EXERCISE BRIEF: If a line in the records below contains "index", copy that line.

PROVIDED RECORDS:
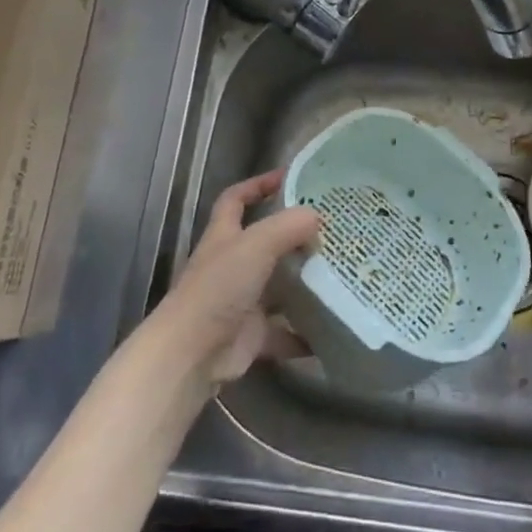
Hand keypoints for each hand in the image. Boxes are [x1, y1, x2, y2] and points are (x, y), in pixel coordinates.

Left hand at [152, 170, 320, 387]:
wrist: (191, 354)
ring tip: (341, 275)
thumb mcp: (256, 245)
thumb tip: (317, 216)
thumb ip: (287, 227)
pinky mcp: (251, 336)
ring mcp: (241, 302)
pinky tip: (332, 328)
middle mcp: (231, 265)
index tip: (288, 178)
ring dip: (304, 284)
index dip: (257, 185)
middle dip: (294, 236)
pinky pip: (284, 332)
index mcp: (224, 235)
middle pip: (264, 243)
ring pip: (278, 287)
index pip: (236, 199)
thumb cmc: (218, 288)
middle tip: (331, 230)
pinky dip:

OUTPUT OF THE TASK:
index tip: (288, 178)
index dip: (257, 185)
index mcp: (224, 235)
index pip: (236, 199)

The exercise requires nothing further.